ASSIGNMENT: The lines from the one holding "Road topology of this" to the end of the records below, exactly as written, are the only thing to return.

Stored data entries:
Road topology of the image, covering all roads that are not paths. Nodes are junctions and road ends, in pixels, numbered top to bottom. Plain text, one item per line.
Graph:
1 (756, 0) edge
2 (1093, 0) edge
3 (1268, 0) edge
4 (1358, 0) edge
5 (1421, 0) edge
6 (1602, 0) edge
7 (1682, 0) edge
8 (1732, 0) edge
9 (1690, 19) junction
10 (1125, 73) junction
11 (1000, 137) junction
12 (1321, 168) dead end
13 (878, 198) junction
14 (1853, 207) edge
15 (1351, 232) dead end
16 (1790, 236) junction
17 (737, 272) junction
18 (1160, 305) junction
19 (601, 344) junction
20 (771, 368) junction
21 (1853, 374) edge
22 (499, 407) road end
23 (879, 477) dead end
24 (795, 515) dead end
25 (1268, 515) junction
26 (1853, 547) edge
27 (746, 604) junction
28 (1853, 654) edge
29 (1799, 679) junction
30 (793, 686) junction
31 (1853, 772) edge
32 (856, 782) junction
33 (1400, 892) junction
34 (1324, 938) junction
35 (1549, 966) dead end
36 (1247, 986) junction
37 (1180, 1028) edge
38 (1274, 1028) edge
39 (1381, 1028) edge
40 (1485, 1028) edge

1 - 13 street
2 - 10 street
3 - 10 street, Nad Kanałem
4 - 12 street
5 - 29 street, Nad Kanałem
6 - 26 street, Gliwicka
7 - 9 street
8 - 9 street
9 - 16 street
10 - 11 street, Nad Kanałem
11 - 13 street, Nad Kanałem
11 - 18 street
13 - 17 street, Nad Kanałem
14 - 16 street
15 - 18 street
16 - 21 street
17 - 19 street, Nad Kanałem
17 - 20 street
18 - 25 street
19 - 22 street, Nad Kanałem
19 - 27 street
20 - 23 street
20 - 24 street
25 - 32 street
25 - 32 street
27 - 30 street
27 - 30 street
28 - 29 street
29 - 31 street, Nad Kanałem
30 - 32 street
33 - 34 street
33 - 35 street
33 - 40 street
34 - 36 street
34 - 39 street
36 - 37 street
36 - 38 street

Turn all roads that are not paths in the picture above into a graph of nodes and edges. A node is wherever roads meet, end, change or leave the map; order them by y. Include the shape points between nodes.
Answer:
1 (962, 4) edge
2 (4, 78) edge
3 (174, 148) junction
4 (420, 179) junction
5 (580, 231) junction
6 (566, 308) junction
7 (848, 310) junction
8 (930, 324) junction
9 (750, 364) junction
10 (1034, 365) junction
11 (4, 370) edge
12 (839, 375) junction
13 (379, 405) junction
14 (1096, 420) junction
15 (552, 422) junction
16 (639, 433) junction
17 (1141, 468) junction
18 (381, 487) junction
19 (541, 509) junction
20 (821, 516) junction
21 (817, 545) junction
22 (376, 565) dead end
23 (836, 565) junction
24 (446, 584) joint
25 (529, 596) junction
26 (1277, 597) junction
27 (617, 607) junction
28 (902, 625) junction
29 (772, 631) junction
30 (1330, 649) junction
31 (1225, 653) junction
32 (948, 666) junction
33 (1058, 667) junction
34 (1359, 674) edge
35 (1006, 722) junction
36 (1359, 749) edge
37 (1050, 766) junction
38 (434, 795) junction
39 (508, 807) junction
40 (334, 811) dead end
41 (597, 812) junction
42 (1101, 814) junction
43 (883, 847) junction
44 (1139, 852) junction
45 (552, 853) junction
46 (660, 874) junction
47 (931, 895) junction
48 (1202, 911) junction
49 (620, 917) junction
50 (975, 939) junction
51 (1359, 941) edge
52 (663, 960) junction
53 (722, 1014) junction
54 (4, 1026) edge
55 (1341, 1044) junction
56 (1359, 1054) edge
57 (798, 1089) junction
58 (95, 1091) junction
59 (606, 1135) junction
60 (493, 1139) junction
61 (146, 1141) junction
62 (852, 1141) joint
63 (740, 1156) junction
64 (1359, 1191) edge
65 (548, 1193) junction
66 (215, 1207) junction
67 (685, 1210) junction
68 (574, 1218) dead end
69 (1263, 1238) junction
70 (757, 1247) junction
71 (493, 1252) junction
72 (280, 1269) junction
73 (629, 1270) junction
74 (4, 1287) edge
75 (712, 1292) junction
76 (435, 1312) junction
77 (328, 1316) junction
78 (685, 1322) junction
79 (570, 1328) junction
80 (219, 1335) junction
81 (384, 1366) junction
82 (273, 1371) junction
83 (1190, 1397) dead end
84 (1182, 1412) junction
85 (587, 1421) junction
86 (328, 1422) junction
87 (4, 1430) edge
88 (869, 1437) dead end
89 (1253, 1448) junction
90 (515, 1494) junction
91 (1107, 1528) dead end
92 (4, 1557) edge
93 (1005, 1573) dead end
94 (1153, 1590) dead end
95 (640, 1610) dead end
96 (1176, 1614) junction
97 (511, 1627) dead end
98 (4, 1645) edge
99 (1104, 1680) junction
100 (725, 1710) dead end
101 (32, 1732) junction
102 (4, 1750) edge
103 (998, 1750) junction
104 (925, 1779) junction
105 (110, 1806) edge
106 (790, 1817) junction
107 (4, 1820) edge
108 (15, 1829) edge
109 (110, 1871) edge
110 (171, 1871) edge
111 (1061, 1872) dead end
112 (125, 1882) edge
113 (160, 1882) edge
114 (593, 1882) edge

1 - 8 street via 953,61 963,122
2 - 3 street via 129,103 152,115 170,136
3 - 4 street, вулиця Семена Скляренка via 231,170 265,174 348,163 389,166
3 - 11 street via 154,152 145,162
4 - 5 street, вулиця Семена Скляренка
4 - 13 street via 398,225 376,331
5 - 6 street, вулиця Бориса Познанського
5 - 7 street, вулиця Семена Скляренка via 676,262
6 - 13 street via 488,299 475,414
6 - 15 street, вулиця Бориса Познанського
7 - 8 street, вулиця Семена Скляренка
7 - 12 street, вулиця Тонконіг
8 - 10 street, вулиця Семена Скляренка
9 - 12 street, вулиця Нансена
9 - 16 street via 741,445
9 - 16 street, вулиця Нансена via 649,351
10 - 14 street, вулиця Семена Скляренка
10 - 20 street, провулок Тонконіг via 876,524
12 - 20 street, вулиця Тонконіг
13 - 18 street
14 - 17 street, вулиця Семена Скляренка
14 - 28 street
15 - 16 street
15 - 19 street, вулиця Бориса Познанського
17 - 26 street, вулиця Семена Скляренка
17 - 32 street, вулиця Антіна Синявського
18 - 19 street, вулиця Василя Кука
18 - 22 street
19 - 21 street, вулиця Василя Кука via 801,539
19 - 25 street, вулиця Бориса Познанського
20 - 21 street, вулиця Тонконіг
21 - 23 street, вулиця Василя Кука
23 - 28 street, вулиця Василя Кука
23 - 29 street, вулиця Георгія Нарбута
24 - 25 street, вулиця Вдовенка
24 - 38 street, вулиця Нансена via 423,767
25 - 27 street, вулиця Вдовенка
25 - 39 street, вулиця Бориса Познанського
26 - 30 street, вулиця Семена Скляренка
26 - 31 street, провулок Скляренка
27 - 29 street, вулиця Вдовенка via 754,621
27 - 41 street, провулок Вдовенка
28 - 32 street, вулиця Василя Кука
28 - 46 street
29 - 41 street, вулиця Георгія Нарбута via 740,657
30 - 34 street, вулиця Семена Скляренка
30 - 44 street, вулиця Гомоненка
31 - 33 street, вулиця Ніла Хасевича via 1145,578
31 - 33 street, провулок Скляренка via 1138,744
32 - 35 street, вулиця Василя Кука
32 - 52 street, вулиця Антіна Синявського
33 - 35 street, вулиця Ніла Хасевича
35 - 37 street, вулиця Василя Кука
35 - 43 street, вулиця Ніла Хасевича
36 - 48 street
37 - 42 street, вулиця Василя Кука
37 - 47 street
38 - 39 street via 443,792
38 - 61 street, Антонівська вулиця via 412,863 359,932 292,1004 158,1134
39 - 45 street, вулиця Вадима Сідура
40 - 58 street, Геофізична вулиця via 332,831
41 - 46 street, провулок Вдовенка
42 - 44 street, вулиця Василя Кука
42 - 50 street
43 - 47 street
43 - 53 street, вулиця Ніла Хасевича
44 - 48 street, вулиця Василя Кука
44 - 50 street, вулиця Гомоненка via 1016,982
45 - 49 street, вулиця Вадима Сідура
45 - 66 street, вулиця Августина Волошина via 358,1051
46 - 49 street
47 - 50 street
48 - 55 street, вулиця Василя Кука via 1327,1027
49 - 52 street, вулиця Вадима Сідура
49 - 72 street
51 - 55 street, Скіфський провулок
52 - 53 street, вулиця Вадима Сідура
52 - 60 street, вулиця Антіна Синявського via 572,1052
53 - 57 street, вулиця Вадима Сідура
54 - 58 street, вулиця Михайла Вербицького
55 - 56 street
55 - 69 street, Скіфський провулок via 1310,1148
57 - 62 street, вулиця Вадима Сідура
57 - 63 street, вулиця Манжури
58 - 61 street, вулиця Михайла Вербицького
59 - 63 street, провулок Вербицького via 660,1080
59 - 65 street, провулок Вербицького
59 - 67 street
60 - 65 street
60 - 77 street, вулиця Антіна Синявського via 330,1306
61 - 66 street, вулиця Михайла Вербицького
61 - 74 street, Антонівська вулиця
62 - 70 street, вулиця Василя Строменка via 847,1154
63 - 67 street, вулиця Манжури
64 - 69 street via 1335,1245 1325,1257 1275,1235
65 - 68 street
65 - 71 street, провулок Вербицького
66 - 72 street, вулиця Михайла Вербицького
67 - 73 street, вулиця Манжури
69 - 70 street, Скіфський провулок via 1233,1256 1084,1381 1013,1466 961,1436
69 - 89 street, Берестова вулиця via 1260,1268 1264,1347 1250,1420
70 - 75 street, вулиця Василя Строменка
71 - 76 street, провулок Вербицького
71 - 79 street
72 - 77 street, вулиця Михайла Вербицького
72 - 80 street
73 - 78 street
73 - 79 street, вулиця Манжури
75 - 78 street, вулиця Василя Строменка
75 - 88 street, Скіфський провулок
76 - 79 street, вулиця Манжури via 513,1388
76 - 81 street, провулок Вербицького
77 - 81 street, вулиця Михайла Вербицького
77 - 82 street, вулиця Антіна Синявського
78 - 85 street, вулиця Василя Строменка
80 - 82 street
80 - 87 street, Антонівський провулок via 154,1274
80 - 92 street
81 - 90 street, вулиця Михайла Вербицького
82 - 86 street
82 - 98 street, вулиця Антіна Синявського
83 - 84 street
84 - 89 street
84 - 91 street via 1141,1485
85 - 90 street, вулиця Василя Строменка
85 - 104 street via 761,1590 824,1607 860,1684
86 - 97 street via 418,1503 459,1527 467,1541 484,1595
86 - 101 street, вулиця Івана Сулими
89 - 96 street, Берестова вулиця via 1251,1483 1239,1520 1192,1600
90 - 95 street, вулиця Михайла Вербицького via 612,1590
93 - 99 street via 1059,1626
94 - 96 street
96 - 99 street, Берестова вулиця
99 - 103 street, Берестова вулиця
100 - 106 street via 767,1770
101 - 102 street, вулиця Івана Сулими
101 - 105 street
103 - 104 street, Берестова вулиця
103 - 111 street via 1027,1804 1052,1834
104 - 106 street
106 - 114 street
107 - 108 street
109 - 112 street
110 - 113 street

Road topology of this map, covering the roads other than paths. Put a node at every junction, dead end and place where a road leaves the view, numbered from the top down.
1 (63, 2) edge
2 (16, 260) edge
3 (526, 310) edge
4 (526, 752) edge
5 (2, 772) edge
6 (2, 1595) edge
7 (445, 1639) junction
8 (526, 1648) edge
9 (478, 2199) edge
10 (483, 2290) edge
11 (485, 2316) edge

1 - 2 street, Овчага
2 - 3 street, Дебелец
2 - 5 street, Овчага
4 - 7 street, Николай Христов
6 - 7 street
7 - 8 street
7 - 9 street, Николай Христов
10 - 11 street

RESULT:
Road topology of this map, covering the roads other than paths. Put a node at every junction, dead end and place where a road leaves the view, numbered from the top down.
1 (63, 2) edge
2 (16, 260) edge
3 (526, 310) edge
4 (526, 752) edge
5 (2, 772) edge
6 (2, 1595) edge
7 (445, 1639) junction
8 (526, 1648) edge
9 (478, 2199) edge
10 (483, 2290) edge
11 (485, 2316) edge

1 - 2 street, Овчага
2 - 3 street, Дебелец
2 - 5 street, Овчага
4 - 7 street, Николай Христов
6 - 7 street
7 - 8 street
7 - 9 street, Николай Христов
10 - 11 street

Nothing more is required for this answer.